Bill is just reflecting Labourite views that the Labour party or new Labour is the lesser evil. Let us remind ourselves that Blair and Brown were politically sons of Thatcher and represented and represent a continuation of Thacherism. The legal shackles on the right to strike remain in place. neo liberalism is still the ideology.
A Labour or a Tory Government will put in place more cuts. Local authority cuts in jobs and services are not just Tory council cuts despite Bills labourite bias. My employer the local council was labour and is now Liberal democrat. Different council, same cuts.
my job and wage is currently under threat so obviously I do not need an anti Tory lecture. And who raised the issue of Voting labour? Baiting or conviction?
I have now re-read my criticism of Barry’s arguments in the light of the observations in David’s post. I can therefore now confirm that I now regard my reference to ‘Barry and his Anarchist friends’ as a completely inappropriate remark.
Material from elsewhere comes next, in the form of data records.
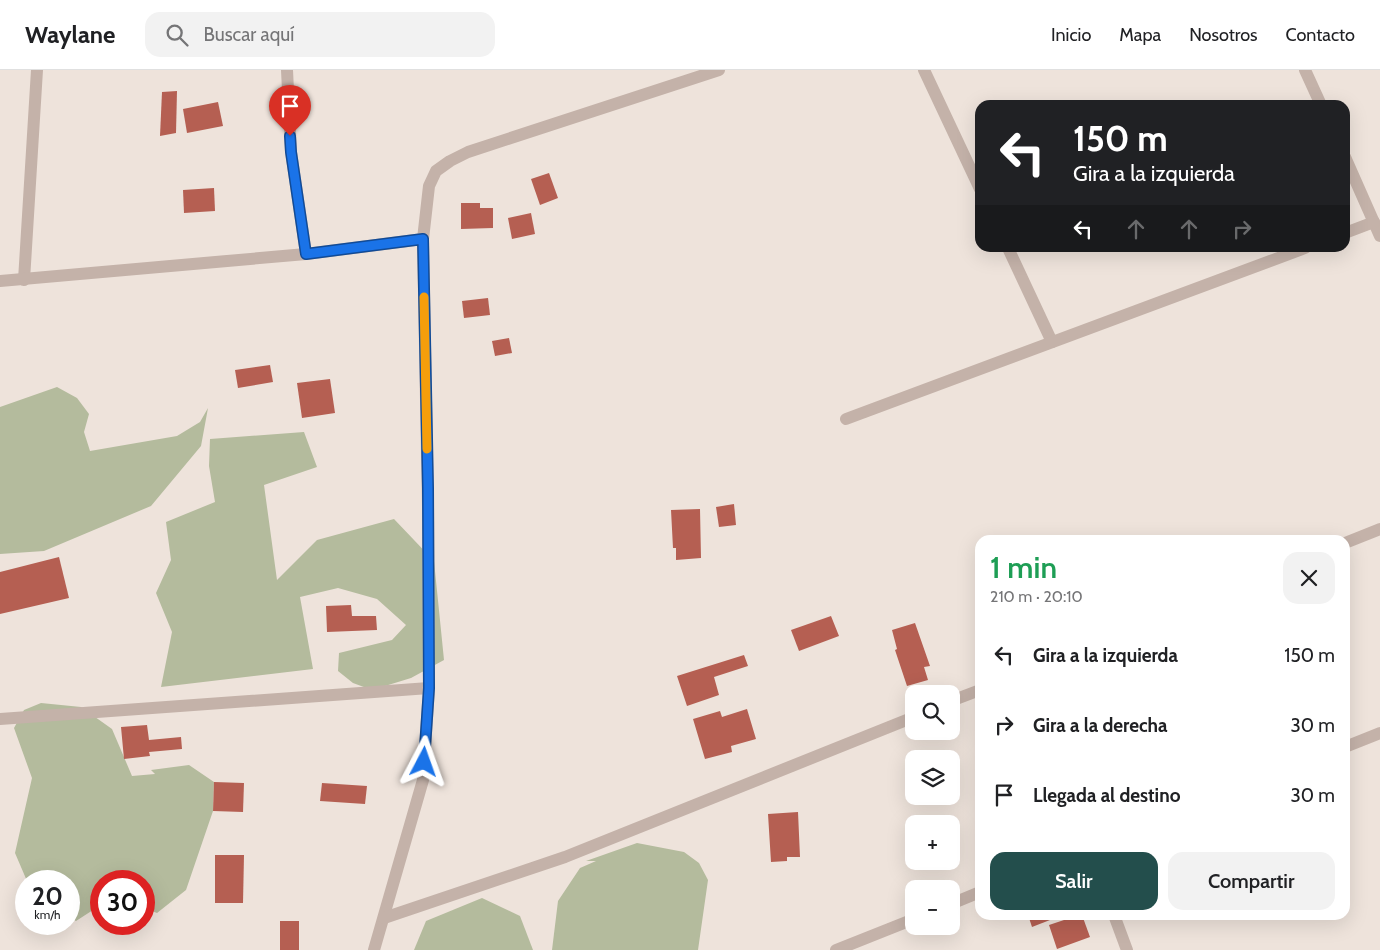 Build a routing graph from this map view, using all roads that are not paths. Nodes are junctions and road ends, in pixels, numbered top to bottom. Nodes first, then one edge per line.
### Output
1 (37, 70) edge
2 (287, 70) edge
3 (720, 70) edge
4 (924, 70) edge
5 (1305, 70) edge
6 (1319, 100) edge
7 (1350, 168) edge
8 (975, 178) edge
9 (1374, 222) junction
10 (1350, 231) edge
11 (1380, 236) edge
12 (423, 239) junction
13 (1010, 252) edge
14 (1294, 252) edge
15 (306, 254) junction
16 (24, 280) junction
17 (0, 281) edge
18 (1052, 342) junction
19 (846, 419) dead end
20 (1380, 529) edge
21 (1350, 541) edge
22 (429, 688) junction
23 (975, 692) edge
24 (960, 698) edge
25 (0, 719) edge
26 (905, 720) edge
27 (1380, 733) edge
28 (1350, 745) edge
29 (975, 894) edge
30 (960, 900) edge
31 (384, 918) junction
32 (1116, 920) edge
33 (905, 923) edge
34 (374, 950) edge
35 (836, 950) edge
36 (1128, 950) edge

1 - 16 street
2 - 15 street
3 - 12 street
4 - 8 street
5 - 6 street
7 - 9 street
9 - 10 street
9 - 11 street
12 - 15 street
12 - 22 street
13 - 18 street
14 - 18 street
15 - 16 street
16 - 17 street
18 - 19 street
20 - 21 street
22 - 25 street
22 - 31 street
23 - 24 street
26 - 31 street
27 - 28 street
29 - 30 street
31 - 34 street
32 - 36 street
33 - 35 street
Please accept my sincere apologies for this political faux pas.
Is not the role of a propaganda outfit for more transformative left wing ideas such as The Commune precisely to provide a space to advocate alternatives to the parliamentary binary of Tory vs Labour?
I really can’t see the point of what Bill is trying to argue; that The Commune should obediently fall in line and endorse a Labour vote?
Yes, it is a real issue that the far left is disconnected from the mass of working classes and it is always right to bring this up. But, I can’t see how it follows from this that the logic of lesser evilism amongst the working class should imply a blind tail chasing exercise by The Commune. What’s next: a strategy of radical entryism into Labour and promoting revolution from the inside!
I appreciate Bill’s latest comment, since I think the flipside of us not using terms like ‘liberarian communist’ to identify us is that we also don’t use words like anarchist in a pejorative sense.
“Yes Bill does have a talent for baiting. I am not rising to the bait.”
… but, frankly, this is also baiting, and we can do without it. I also share Bill’s confusion surrounding the representation of the letter by Barry as arguments for “why workers should vote for the Labour party as the lesser evil”. The letter does not say we should vote Labour. It says we should listen to people who do and engage with them: which is fine, isn’t it?
I dont know what Bill himself thinks of the arguments he lists that Labour voting workers might make?
The question of The Commune not being a libertarian communist/socialist organisation is not a negotiating compromise that we dont use the term anarchist pejoritively. It is a fact of the democratic decision making of our network – we were never founded as such a body and have never decided we were exclusive to such a tradition. Indeed it was reiterated at our last aggregate as reiteration of the pluralism of our communist network.
I do agree we should not use anarchism as an abusive term, similarly the term ultra-left should not be used as a term of abuse but as is it is meant as a politicla category in the original meaning of the term. It is a big problem on the left how language and categories have been eroded of their actuall meaning which hinders the achievement of clarity and theoretical renewal.
“The question of The Commune not being a libertarian communist/socialist organisation is not a negotiating compromise that we dont use the term anarchist pejoritively. It is a fact of the democratic decision making of our network”
Did I say it was a “negotiating compromise”? No. I said it was the “flipside” of the position you refer to. i.e. it is the other side of the coin. We are not, on the basis of the same decision, avowedly “non-anarchist” (you might say) anymore than we are “libertarian communist”. There is no implicit connection between something being the “flipside” of something and it being a “compromise” in relation to it.
Yesterday’s RTW conference was excellent.
Will this be another Party/Sect front like the Unemployed Workers Charter, or the previous Right to Work campaign by the SWP?